I would suggest that you might not want to use a Dan Blesky comment as a way of shedding any lite on Bruce Buel's administration. Dan transferred money without permission and forgot to do basic stuff like update the budgets based on financial commitments made by the board (like, for example, paying BWS a gazillion dollars for sloppy pro-bono work done on Measure B).

Ron said...

Seymour signed that mess?

He does realize that the "STATEMENT OF FACTS" aren't really facts, doesn't he?

I didn't even need to read one word past this:

"County efforts to construct a sewer system were fiercely resisted. Nevertheless, in 1998, the voters established the CSD to develop a locally managed community wastewater system. Initial planning and environmental studies were completed, and in May of 2001 CSD voters approved (on an 83% vote) a $20,435,000 special assessment to fund land acquisition and initial development costs for what is generally known as the “Tri-W” project."

I've picked those lies apart piece by piece on SewerWatch for three years now.

As we all know now, LO voters were tricked into forming the LOCSD in 1998 by Nash-Karner and and Hensley with their dead-on-arrival, "better cheaper faster" project.

Wasting two years chasing the "better cheaper faster" project wasn't "initial planning and environmental studies." That was an embarrassing waste of two years.

And then the people responsible for that disaster (namely, Nash-Karner and Hensley) tricked Los Osos voters again in 2001 into approving that "$20,435,000 special assessment" because those voters still believed that "better cheaper faster" was still on the table.

It wasn't.

The MUCH more expensive, NOT better, NOT faster, nonsensical second Tri-W "sewer-park" was on the table... and LO voters didn't even know it, because CSD Directors like Hensley and Nash-Karner never told them.

Such BS.

Is that how you guys roll, Taxpayers Watch? Just leave gigantic holes in the story, and call it "facts?"

Sounds like Philip Seymour needs to mix in a little research of his OWN, because right now he's f-ing up and trusting Taxpayer Watch types.

HUUUUUUUGE mistake.

(Yo, P. Sey. I'll do you a solid: Between me and you -- get out! Get out of fast, man, and run like the wind in the opposite direction! And if anyone ever asks if you've ever heard of "Taxpayers Watch?" Simply say, Who?")

Unknown said...

What ever... So far Ron, you have only been a fart in the wind...
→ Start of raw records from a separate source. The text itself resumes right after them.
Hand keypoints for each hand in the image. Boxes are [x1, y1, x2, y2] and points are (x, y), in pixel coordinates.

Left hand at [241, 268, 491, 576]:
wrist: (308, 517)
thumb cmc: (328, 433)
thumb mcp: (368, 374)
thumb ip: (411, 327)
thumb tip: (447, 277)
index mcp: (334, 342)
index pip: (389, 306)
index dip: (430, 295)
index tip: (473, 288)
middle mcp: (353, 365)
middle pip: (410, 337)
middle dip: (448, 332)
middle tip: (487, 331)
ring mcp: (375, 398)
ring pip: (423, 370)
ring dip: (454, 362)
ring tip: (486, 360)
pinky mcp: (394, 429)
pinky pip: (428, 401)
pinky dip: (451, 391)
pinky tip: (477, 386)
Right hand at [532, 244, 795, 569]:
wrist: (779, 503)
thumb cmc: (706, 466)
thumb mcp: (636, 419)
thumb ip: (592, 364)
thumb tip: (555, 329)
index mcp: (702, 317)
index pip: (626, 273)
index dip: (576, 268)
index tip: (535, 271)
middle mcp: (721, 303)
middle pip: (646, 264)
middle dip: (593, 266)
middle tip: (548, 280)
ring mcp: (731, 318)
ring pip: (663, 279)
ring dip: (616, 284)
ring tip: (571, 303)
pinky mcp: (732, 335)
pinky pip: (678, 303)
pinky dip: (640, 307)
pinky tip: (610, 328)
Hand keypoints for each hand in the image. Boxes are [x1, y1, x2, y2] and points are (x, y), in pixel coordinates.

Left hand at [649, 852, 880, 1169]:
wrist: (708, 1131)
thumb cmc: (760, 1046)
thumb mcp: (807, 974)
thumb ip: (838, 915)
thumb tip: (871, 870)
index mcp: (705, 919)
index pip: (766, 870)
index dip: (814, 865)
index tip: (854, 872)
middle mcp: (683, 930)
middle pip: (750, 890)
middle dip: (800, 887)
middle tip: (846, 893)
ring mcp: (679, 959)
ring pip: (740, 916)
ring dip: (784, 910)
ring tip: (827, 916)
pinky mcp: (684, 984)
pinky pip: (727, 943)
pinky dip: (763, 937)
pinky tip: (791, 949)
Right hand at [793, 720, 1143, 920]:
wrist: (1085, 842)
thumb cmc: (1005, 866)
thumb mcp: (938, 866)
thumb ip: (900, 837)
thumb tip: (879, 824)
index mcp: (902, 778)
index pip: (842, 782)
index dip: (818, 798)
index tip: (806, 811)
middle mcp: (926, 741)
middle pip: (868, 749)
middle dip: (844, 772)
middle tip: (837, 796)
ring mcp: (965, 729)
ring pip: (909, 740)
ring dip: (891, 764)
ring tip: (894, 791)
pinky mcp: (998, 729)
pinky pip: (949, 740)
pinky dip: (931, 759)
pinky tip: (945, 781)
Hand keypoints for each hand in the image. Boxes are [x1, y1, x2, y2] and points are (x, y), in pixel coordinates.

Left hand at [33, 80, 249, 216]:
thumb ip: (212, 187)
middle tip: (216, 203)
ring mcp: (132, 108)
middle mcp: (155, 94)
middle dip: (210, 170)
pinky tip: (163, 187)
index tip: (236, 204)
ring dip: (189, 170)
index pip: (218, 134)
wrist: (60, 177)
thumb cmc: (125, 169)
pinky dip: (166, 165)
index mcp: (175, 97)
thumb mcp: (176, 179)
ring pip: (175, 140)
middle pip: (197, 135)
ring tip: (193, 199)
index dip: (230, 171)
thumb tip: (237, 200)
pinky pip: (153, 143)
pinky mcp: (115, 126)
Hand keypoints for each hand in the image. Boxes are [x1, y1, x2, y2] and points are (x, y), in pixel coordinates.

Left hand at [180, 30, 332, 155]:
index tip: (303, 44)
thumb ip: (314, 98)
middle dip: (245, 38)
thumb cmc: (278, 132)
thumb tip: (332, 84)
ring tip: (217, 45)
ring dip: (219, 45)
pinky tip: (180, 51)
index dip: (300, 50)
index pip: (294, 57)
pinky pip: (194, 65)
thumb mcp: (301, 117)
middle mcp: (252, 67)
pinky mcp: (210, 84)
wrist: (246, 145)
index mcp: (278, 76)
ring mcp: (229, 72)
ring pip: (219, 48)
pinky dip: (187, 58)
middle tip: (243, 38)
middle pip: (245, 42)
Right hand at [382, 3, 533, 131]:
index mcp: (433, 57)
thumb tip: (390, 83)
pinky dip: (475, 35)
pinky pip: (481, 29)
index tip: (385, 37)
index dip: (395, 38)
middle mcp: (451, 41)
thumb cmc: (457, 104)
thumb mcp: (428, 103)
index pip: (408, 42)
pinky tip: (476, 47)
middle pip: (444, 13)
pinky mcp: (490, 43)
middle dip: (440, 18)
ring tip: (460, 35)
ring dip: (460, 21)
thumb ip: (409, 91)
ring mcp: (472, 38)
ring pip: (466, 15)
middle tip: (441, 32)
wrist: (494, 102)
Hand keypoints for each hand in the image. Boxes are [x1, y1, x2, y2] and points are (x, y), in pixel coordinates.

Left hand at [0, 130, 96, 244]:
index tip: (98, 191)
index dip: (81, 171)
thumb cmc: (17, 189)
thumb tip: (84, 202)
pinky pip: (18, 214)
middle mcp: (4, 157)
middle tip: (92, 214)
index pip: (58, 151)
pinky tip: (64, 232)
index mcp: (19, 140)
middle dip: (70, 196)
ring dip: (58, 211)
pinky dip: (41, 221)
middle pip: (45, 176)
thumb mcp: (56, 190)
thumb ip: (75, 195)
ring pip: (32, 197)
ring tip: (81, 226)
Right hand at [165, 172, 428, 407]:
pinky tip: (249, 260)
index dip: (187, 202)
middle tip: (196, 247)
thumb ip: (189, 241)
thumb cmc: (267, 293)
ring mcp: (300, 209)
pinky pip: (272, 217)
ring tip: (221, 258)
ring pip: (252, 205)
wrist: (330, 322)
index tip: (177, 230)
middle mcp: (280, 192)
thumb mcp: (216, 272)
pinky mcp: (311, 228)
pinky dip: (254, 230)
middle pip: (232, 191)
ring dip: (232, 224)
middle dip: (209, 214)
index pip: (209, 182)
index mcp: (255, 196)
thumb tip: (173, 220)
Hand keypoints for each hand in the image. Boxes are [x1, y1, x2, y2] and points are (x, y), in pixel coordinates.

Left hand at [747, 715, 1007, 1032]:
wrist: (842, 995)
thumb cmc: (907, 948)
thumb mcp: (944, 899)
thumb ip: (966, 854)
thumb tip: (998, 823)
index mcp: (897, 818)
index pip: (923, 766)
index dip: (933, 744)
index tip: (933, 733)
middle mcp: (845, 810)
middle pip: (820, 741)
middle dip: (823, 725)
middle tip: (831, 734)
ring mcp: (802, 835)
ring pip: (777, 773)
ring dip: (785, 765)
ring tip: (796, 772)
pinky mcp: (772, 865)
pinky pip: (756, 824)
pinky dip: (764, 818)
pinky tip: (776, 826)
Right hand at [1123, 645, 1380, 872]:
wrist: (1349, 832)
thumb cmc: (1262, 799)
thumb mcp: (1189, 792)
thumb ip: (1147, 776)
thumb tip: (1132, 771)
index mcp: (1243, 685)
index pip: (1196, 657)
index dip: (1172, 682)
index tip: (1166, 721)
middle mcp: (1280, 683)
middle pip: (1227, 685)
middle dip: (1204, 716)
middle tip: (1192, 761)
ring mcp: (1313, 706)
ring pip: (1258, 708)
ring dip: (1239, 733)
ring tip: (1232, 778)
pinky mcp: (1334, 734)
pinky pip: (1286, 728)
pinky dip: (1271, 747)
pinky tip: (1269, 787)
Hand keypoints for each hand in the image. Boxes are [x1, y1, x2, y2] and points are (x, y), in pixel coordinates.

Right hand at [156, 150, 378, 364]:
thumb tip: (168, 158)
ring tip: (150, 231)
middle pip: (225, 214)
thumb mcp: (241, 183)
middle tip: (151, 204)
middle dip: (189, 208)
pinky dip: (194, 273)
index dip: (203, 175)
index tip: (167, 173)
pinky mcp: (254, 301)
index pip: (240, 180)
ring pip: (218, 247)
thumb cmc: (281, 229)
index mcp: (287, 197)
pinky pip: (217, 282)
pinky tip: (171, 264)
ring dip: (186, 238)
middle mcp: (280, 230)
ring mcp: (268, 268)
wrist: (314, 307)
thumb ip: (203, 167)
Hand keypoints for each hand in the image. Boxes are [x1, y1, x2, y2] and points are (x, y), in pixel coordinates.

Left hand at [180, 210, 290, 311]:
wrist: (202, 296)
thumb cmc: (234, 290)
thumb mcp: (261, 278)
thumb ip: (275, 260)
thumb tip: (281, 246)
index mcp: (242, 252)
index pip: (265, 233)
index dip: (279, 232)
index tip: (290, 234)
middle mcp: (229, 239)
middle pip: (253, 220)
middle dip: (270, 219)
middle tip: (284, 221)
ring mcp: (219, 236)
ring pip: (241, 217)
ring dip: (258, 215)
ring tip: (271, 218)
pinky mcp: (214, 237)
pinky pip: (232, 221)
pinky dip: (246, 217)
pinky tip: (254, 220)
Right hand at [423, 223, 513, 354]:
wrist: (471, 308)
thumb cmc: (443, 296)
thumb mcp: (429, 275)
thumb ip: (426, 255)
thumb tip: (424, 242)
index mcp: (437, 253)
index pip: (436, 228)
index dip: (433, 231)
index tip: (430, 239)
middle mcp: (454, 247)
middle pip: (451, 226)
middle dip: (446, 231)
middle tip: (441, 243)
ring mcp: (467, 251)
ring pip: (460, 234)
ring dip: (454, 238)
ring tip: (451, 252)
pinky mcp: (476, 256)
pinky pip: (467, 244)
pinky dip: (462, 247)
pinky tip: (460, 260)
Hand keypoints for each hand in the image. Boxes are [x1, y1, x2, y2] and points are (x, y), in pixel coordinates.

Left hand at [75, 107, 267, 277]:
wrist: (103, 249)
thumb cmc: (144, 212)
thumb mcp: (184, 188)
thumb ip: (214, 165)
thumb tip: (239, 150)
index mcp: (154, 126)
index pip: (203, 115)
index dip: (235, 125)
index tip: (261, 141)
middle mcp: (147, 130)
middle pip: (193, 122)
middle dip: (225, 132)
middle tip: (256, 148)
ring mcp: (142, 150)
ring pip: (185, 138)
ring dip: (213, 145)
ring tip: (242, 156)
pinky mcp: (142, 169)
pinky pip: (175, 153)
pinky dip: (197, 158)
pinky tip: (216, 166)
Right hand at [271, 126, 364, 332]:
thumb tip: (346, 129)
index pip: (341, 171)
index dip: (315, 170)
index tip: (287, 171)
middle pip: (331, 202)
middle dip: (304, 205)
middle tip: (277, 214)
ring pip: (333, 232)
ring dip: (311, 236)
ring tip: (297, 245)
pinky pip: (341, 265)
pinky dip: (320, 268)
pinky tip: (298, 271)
As much stink as you have tried for years to raise was never more than your lack of understanding of the legal process directing local government... Since all you are is a shriveled wind bag and damn poor journalist, you will never understand the previous Boards work to bring about a much needed waste water treatment system in this community...

If you had half the guts you try to portray, you would have been "investigating" the post-recall Directors with the enthusiasm you seem to have for the pre-recall Directors... You would have been screaming long about the illegal activities of this CSD... You would have wanted an honest accounting and not the skimming of funds to pay the lawyers... No Ron, you are simply a fraud who likes to smell his own scat... It is you who should turn tail and run... You don't live in Los Osos, so you really have no say in how we feel about having had the infrastructure of this population hi-jacked and bankrupted by a small handful of extremely vocal and yet incompetent managers...

Richard LeGros said...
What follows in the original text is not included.